## WORK ORDER
Output every entry below word for word, without its pictures.

☆ ☆ ☆ ☆ ☆ ☆ ☆

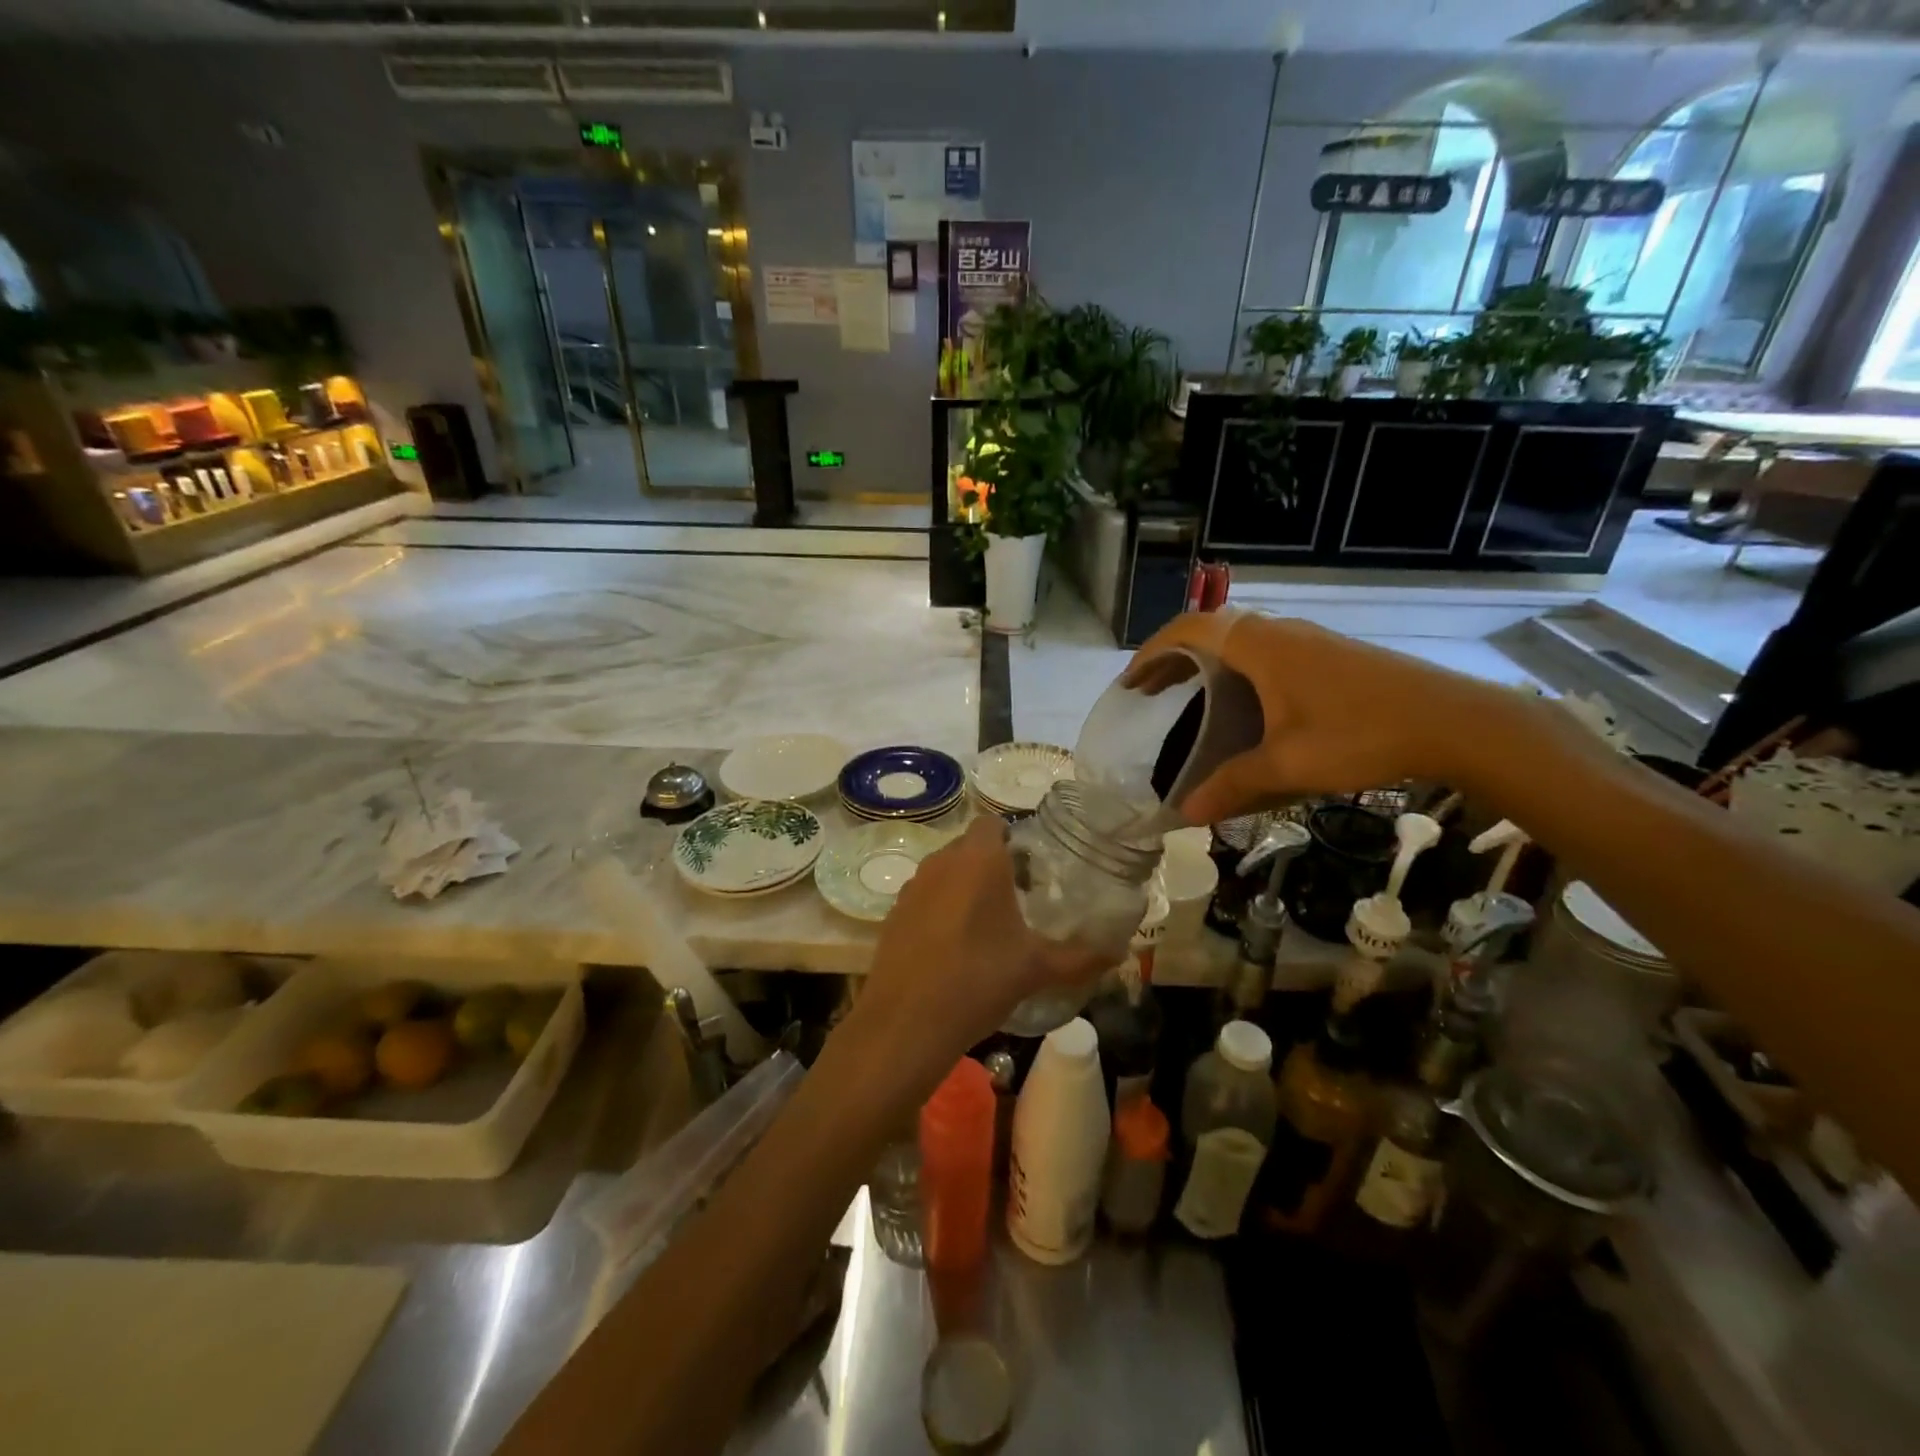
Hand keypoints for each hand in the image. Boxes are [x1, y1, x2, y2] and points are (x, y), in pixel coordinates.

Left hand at [850, 817, 1106, 1092]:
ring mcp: (912, 886)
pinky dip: (939, 909)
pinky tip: (953, 946)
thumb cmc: (979, 979)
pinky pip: (924, 897)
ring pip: (944, 871)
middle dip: (991, 864)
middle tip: (1017, 898)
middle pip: (969, 846)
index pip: (992, 822)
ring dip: (963, 886)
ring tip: (987, 924)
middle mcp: (942, 861)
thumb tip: (1119, 953)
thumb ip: (1081, 957)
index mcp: (979, 859)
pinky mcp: (893, 913)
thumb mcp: (1037, 969)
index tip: (1030, 867)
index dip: (1011, 838)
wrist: (906, 1022)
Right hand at [1124, 610, 1506, 824]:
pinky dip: (1236, 669)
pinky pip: (1265, 650)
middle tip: (1150, 693)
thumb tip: (1186, 815)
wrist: (1453, 721)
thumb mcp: (1288, 764)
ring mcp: (1308, 640)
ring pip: (1240, 639)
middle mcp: (1279, 632)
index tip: (1130, 683)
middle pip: (1210, 630)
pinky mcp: (1329, 654)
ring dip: (1207, 662)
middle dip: (1173, 658)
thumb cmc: (1360, 734)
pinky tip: (1245, 703)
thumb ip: (1232, 785)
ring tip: (1188, 696)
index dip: (1152, 653)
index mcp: (1259, 646)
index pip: (1188, 630)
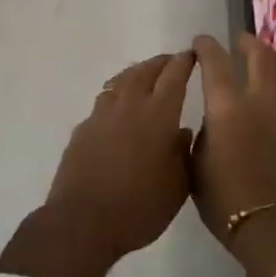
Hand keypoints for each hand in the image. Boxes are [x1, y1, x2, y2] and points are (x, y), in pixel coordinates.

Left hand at [0, 52, 195, 276]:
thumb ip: (183, 153)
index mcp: (158, 115)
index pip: (174, 76)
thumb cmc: (139, 207)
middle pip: (145, 72)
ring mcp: (102, 115)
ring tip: (144, 75)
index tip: (192, 54)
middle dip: (160, 63)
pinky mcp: (83, 129)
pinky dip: (116, 94)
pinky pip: (103, 101)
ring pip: (121, 81)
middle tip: (171, 61)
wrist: (83, 222)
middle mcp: (129, 105)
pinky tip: (117, 106)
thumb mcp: (177, 186)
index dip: (184, 62)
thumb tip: (183, 130)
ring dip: (136, 73)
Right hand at [191, 34, 275, 276]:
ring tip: (267, 59)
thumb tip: (211, 121)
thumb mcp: (197, 167)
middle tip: (240, 41)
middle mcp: (261, 98)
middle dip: (247, 43)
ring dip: (275, 60)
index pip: (215, 61)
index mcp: (227, 105)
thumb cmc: (227, 201)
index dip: (206, 47)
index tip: (200, 42)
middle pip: (259, 55)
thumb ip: (202, 135)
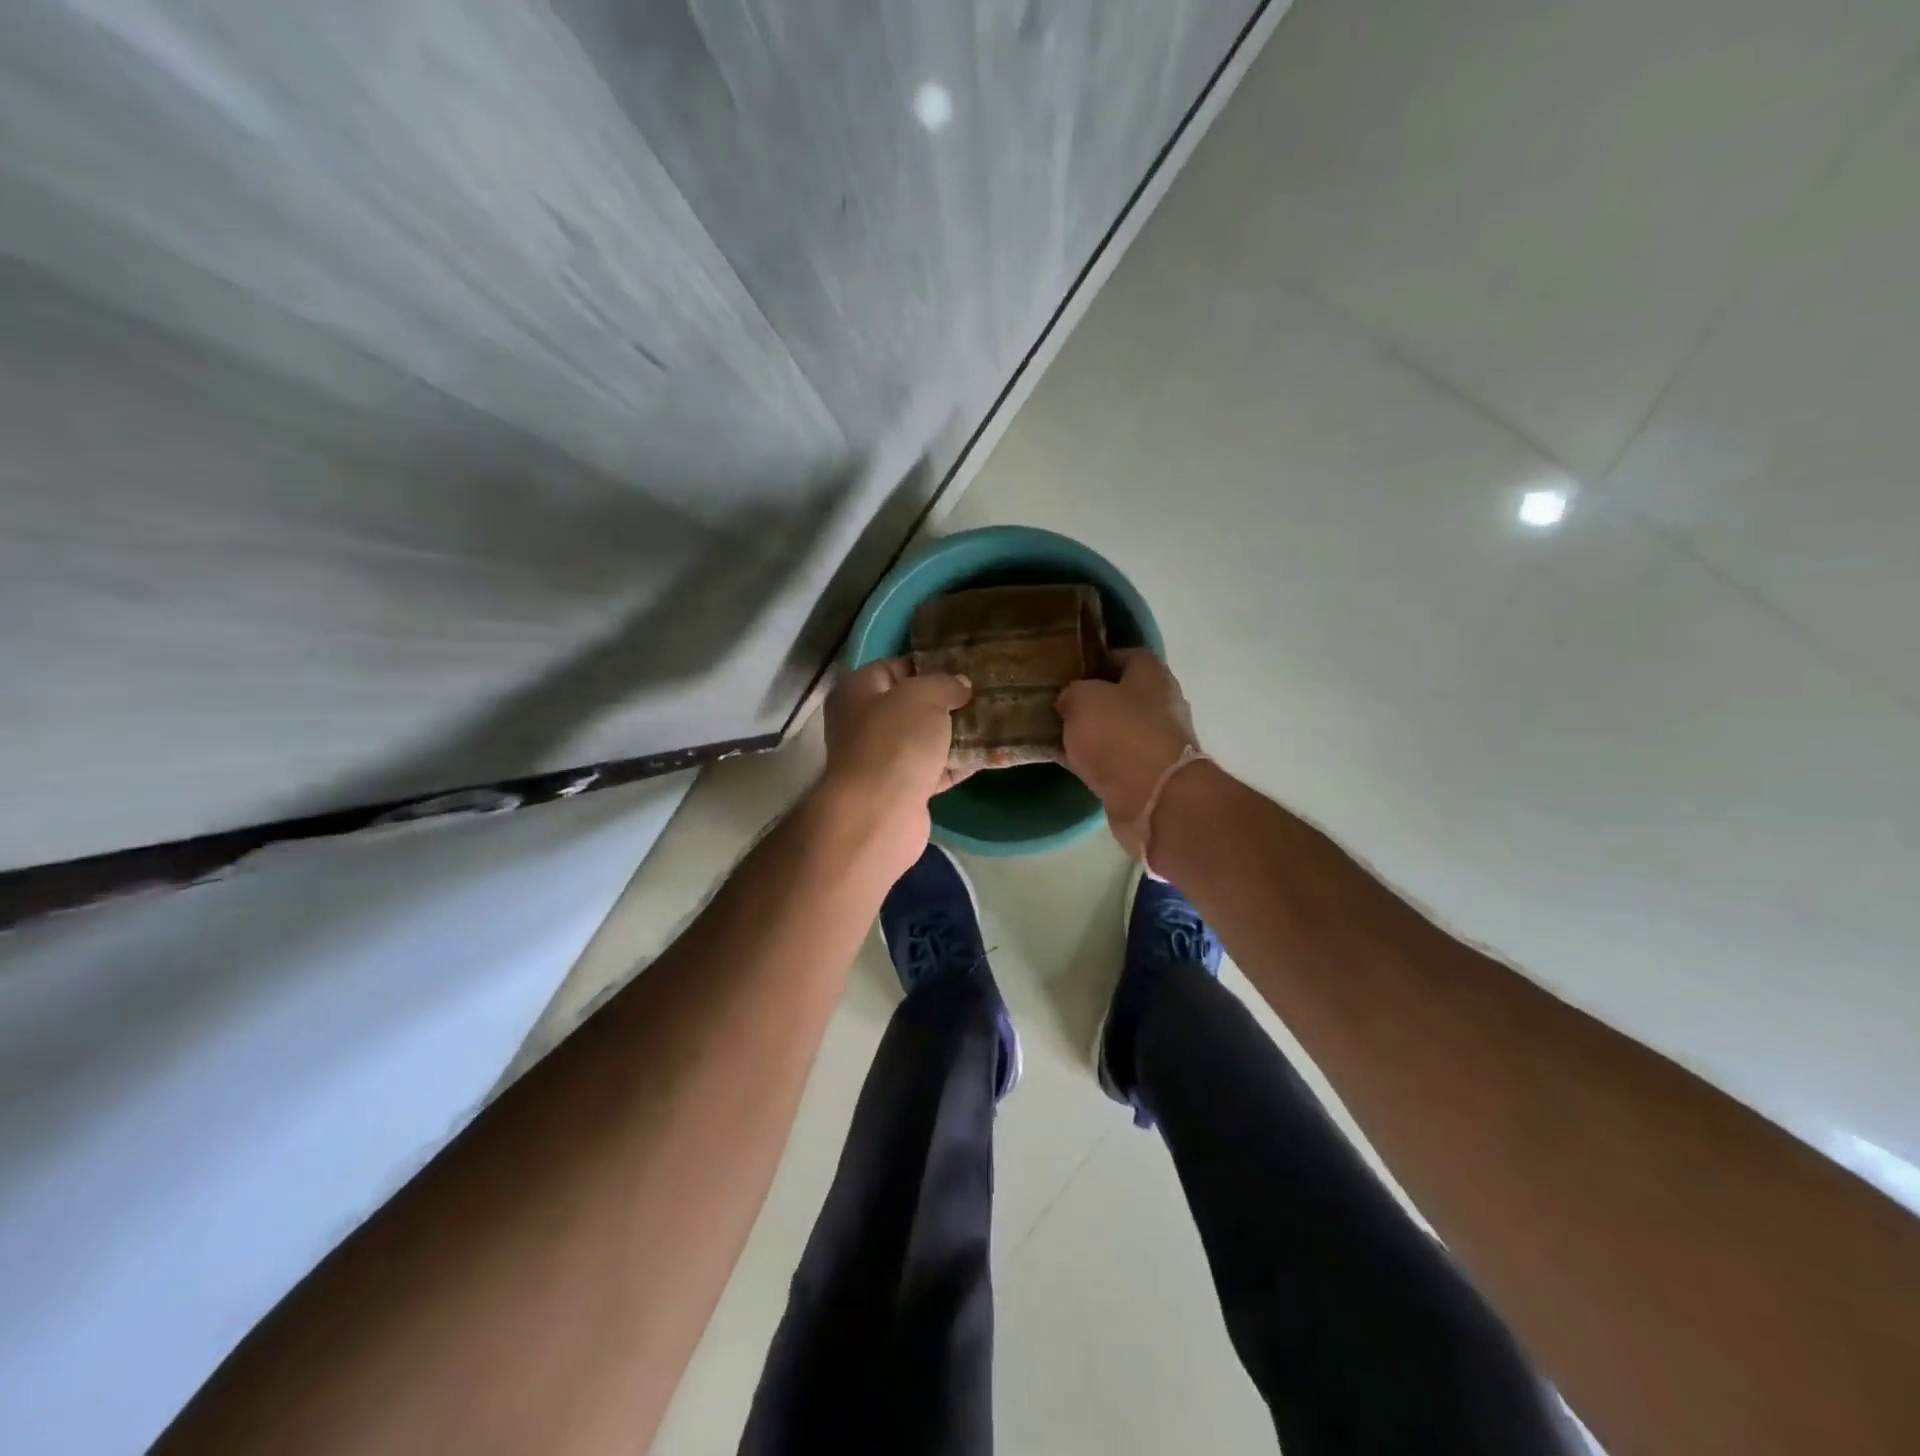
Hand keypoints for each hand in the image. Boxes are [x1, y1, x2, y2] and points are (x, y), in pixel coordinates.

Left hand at [818, 658, 972, 875]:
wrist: (879, 814)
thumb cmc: (895, 741)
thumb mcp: (923, 696)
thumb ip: (945, 683)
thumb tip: (960, 684)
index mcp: (857, 691)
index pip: (894, 668)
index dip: (929, 665)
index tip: (964, 667)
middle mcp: (864, 724)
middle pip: (912, 706)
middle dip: (948, 701)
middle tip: (986, 693)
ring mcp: (883, 760)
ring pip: (925, 739)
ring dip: (957, 733)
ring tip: (995, 720)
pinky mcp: (903, 791)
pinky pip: (935, 770)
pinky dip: (959, 764)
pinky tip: (991, 754)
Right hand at [1055, 650, 1198, 857]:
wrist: (1153, 799)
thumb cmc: (1120, 735)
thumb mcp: (1081, 699)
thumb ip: (1071, 692)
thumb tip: (1069, 700)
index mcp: (1152, 674)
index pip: (1122, 655)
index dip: (1093, 660)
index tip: (1066, 671)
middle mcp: (1162, 703)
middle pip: (1120, 693)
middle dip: (1090, 699)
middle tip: (1056, 703)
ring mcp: (1158, 741)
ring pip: (1116, 728)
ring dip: (1091, 732)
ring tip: (1056, 732)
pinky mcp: (1149, 774)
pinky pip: (1114, 759)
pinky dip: (1094, 759)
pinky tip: (1067, 760)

☆ ☆ ☆ ☆ ☆ ☆ ☆

## TASK SOLUTION
Hand keypoints for each hand in the image. Boxes are [x1, y1, x2, y2] and points are (x, y), in pixel coordinates.

Left hand at [850, 817, 1106, 1092]:
ring mcp: (912, 886)
pinky dip: (939, 909)
pinky tip: (953, 946)
thumb cmc: (979, 979)
pinky pip: (924, 897)
ring pip: (944, 871)
middle dip: (991, 864)
middle tip: (1017, 898)
middle pip: (969, 846)
index pip: (992, 822)
ring dip: (963, 886)
ring tip: (987, 924)
middle mcp: (942, 861)
thumb tip: (1119, 953)
thumb ip: (1081, 957)
index mcp: (979, 859)
pinky mcp: (893, 913)
thumb mcp: (1037, 969)
index tip: (1030, 867)
index dip: (1011, 838)
wrist: (906, 1022)
Right hand at [1124, 610, 1506, 824]:
pinky dip: (1236, 669)
pinky pip: (1265, 650)
middle tip: (1150, 693)
thumb tip: (1186, 815)
wrist: (1453, 721)
thumb mcp: (1288, 764)
ring mcp: (1308, 640)
ring pip: (1240, 639)
middle mcp: (1279, 632)
index tip: (1130, 683)
middle pip: (1210, 630)
pinky mcp: (1329, 654)
ring dip: (1207, 662)
middle dip: (1173, 658)
thumb cmc: (1360, 734)
pinky tip: (1245, 703)
thumb ip: (1232, 785)
ring tip: (1188, 696)
index dip: (1152, 653)
index mcp: (1259, 646)
index pip: (1188, 630)
Hand keypoints for each hand in the image. Boxes are [x1, y1, x2, y2] and points are (x, y), in pixel coordinates.

Left hand at [0, 52, 195, 276]:
thumb ip: (183, 153)
index mcp: (158, 115)
index pip: (174, 76)
thumb cmc: (139, 207)
middle pip: (145, 72)
ring mcp: (102, 115)
ring tip: (144, 75)
index tip: (192, 54)
middle dip: (160, 63)
pinky mcp: (83, 129)
pinky dip: (116, 94)
pinky pip: (103, 101)
ring pip: (121, 81)
middle tip: (171, 61)
wrist: (83, 222)
middle mcp: (129, 105)
pinky tip: (117, 106)
thumb mcp: (177, 186)
index dip: (184, 62)
thumb tip: (183, 130)
ring dip: (136, 73)
Right hand at [191, 34, 275, 276]:
ring tip: (267, 59)
thumb tip: (211, 121)
thumb mcp: (197, 167)
middle tip: (240, 41)
middle mcp: (261, 98)
middle dip: (247, 43)
ring dip: (275, 60)
index pip: (215, 61)
index mcp: (227, 105)
thumb cmc: (227, 201)
index dip: (206, 47)
index tip: (200, 42)
middle pip: (259, 55)
thumb ip: (202, 135)
Hand keypoints for each hand in the image. Boxes are [x1, y1, x2, y2] and points are (x, y), in pixel coordinates.

Left hand at [818, 658, 972, 875]:
wrist: (879, 814)
thumb cmc: (895, 741)
thumb mcp: (923, 696)
thumb ip: (945, 683)
thumb tip: (960, 684)
index mcp: (857, 691)
index pip: (894, 668)
index dip: (929, 665)
index tip: (964, 667)
middle mcp: (864, 724)
middle pip: (912, 706)
middle dip: (948, 701)
middle tip: (986, 693)
ring mcp: (883, 760)
ring pip: (925, 739)
ring dip: (957, 733)
ring tip: (995, 720)
pinky mcp: (903, 791)
pinky pip: (935, 770)
pinky dip: (959, 764)
pinky tip: (991, 754)
Right hand at [1055, 650, 1198, 857]:
wrist: (1153, 799)
thumb cmc: (1120, 735)
thumb mcp: (1081, 699)
thumb ip: (1071, 692)
thumb tip: (1069, 700)
index mcp: (1152, 674)
index pip: (1122, 655)
index dip: (1093, 660)
index tip: (1066, 671)
middle mcp: (1162, 703)
middle pip: (1120, 693)
middle dip: (1090, 699)
middle tip: (1056, 703)
ring mcp: (1158, 741)
ring pip: (1116, 728)
ring dip: (1091, 732)
ring tip: (1056, 732)
pinky mcp: (1149, 774)
pinky pip: (1114, 759)
pinky dip: (1094, 759)
pinky tip: (1067, 760)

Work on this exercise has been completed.